Among the entries below, find every line that has "main" and pull it out.

☆ ☆ ☆ ☆ ☆

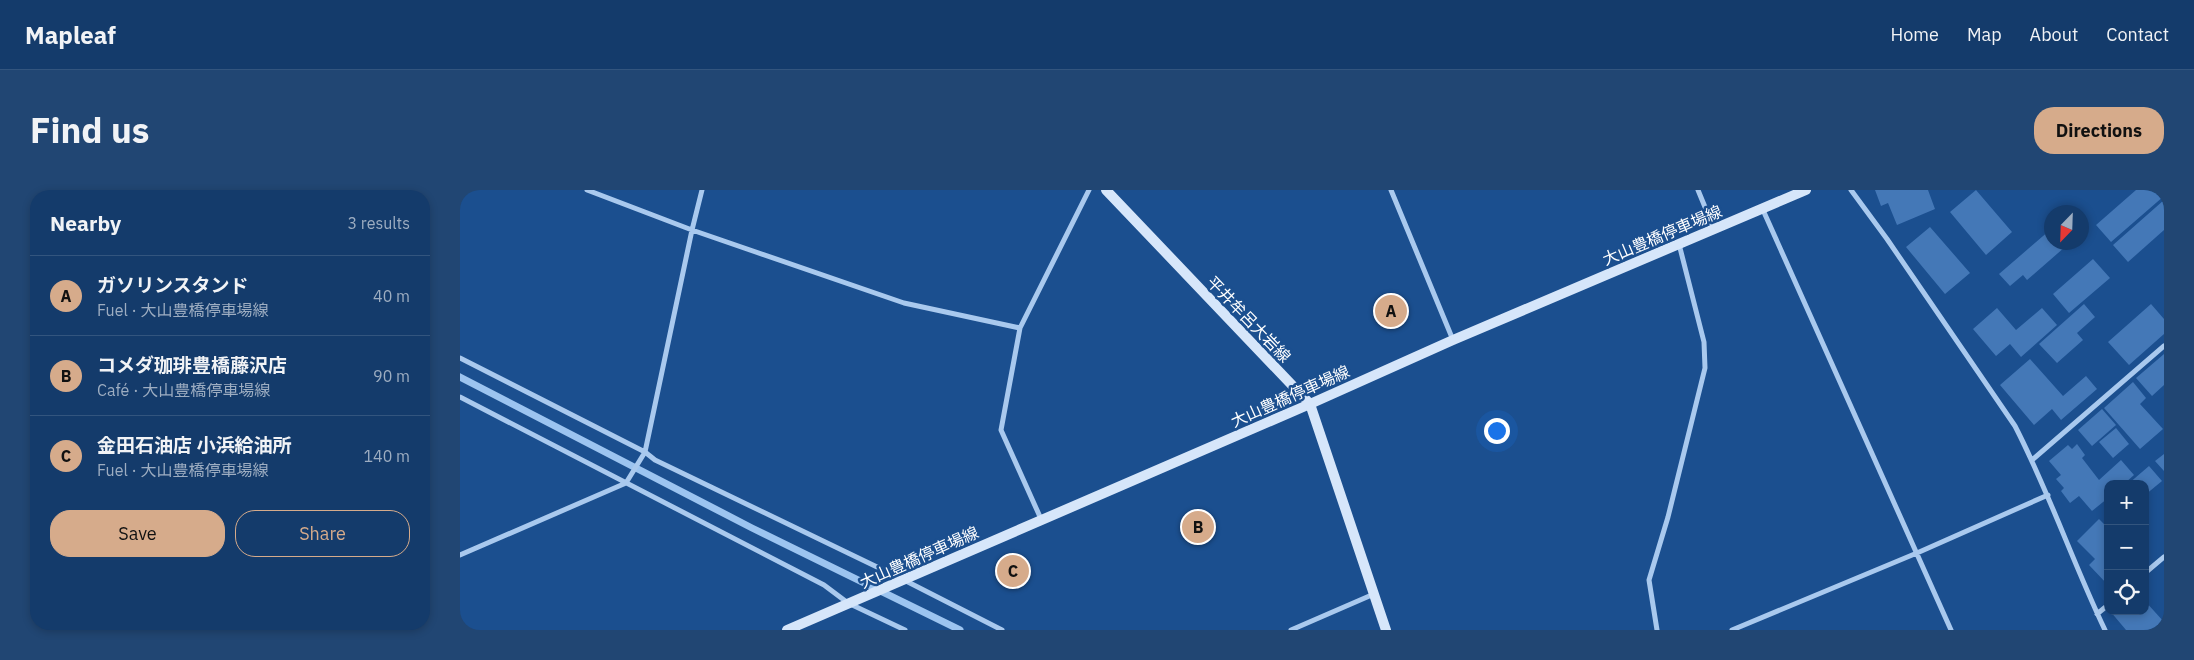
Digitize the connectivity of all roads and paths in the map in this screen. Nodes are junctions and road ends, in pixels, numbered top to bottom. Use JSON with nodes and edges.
{"nodes":[{"id":1,"x":587,"y":190,"type":"edge"},
{"id":2,"x":702,"y":190,"type":"edge"},
{"id":3,"x":1089,"y":190,"type":"edge"},
{"id":4,"x":1106,"y":190,"type":"edge"},
{"id":5,"x":1391,"y":190,"type":"edge"},
{"id":6,"x":1698,"y":190,"type":"edge"},
{"id":7,"x":1806,"y":190,"type":"edge"},
{"id":8,"x":1850,"y":190,"type":"edge"},
{"id":9,"x":1763,"y":210,"type":"junction"},
{"id":10,"x":1714,"y":229,"type":"junction"},
{"id":11,"x":692,"y":230,"type":"junction"},
{"id":12,"x":1679,"y":244,"type":"junction"},
{"id":13,"x":1020,"y":328,"type":"junction"},
{"id":14,"x":1453,"y":340,"type":"junction"},
{"id":15,"x":2164,"y":346,"type":"edge"},
{"id":16,"x":460,"y":358,"type":"edge"},
{"id":17,"x":460,"y":397,"type":"edge"},
{"id":18,"x":1310,"y":404,"type":"junction"},
{"id":19,"x":645,"y":452,"type":"junction"},
{"id":20,"x":2032,"y":460,"type":"junction"},
{"id":21,"x":626,"y":483,"type":"junction"},
{"id":22,"x":2048,"y":495,"type":"junction"},
{"id":23,"x":1041,"y":519,"type":"junction"},
{"id":24,"x":1917,"y":553,"type":"junction"},
{"id":25,"x":460,"y":555,"type":"edge"},
{"id":26,"x":2164,"y":557,"type":"edge"},
{"id":27,"x":2149,"y":570,"type":"edge"},
{"id":28,"x":901,"y":582,"type":"junction"},
{"id":29,"x":1374,"y":594,"type":"junction"},
{"id":30,"x":848,"y":603,"type":"junction"},
{"id":31,"x":2104,"y":608,"type":"edge"},
{"id":32,"x":2097,"y":614,"type":"junction"},
{"id":33,"x":787,"y":630,"type":"edge"},
{"id":34,"x":905,"y":630,"type":"edge"},
{"id":35,"x":1002,"y":630,"type":"edge"},
{"id":36,"x":1291,"y":630,"type":"edge"},
{"id":37,"x":1386,"y":630,"type":"edge"},
{"id":38,"x":1657,"y":630,"type":"edge"},
{"id":39,"x":1732,"y":630,"type":"edge"},
{"id":40,"x":1951,"y":630,"type":"edge"},
{"id":41,"x":2105,"y":630,"type":"edge"}],
"edges":[{"from":1,"to":11,"type":"street"},
{"from":2,"to":11,"type":"street"},
{"from":3,"to":13,"type":"street"},
{"from":4,"to":18,"type":"main road","name":"平井牟呂大岩線"},
{"from":5,"to":14,"type":"street"},
{"from":6,"to":10,"type":"street"},
{"from":7,"to":9,"type":"main road","name":"大山豊橋停車場線"},
{"from":8,"to":20,"type":"street"},
{"from":9,"to":10,"type":"main road","name":"大山豊橋停車場線"},
{"from":9,"to":24,"type":"street"},
{"from":10,"to":12,"type":"main road","name":"大山豊橋停車場線"},
{"from":11,"to":13,"type":"street"},
{"from":11,"to":19,"type":"street"},
{"from":12,"to":14,"type":"main road","name":"大山豊橋停車場線"},
{"from":12,"to":38,"type":"street"},
{"from":13,"to":23,"type":"street"},
{"from":14,"to":18,"type":"main road","name":"大山豊橋停車場線"},
{"from":15,"to":20,"type":"street"},
{"from":16,"to":19,"type":"street"},
{"from":17,"to":21,"type":"street"},
{"from":18,"to":23,"type":"main road","name":"大山豊橋停車場線"},
{"from":18,"to":29,"type":"main road","name":"平井牟呂大岩線"},
{"from":19,"to":21,"type":"street"},
{"from":19,"to":28,"type":"street"},
{"from":20,"to":22,"type":"street"},
{"from":21,"to":25,"type":"street"},
{"from":21,"to":30,"type":"street"},
{"from":22,"to":24,"type":"street"},
{"from":22,"to":32,"type":"street"},
{"from":23,"to":28,"type":"main road","name":"大山豊橋停車場線"},
{"from":24,"to":39,"type":"street"},
{"from":24,"to":40,"type":"street"},
{"from":26,"to":27,"type":"street"},
{"from":28,"to":30,"type":"main road","name":"大山豊橋停車場線"},
{"from":28,"to":35,"type":"street"},
{"from":29,"to":36,"type":"street"},
{"from":29,"to":37,"type":"main road","name":"平井牟呂大岩線"},
{"from":30,"to":33,"type":"main road","name":"大山豊橋停車場線"},
{"from":30,"to":34,"type":"street"},
{"from":31,"to":32,"type":"street"},
{"from":32,"to":41,"type":"street"}]}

☆ ☆ ☆ ☆ ☆

» **Exercise output**:
{"from":4,"to":18,"type":"main road","name":"平井牟呂大岩線"},
{"from":7,"to":9,"type":"main road","name":"大山豊橋停車場線"},
{"from":9,"to":10,"type":"main road","name":"大山豊橋停車場線"},
{"from":10,"to":12,"type":"main road","name":"大山豊橋停車場線"},
{"from":12,"to":14,"type":"main road","name":"大山豊橋停車場線"},
{"from":14,"to":18,"type":"main road","name":"大山豊橋停車場線"},
{"from":18,"to":23,"type":"main road","name":"大山豊橋停車場線"},
{"from":18,"to":29,"type":"main road","name":"平井牟呂大岩線"},
{"from":23,"to":28,"type":"main road","name":"大山豊橋停車場線"},
{"from":28,"to":30,"type":"main road","name":"大山豊橋停車場線"},
{"from":29,"to":37,"type":"main road","name":"平井牟呂大岩線"},
{"from":30,"to":33,"type":"main road","name":"大山豊橋停車場線"},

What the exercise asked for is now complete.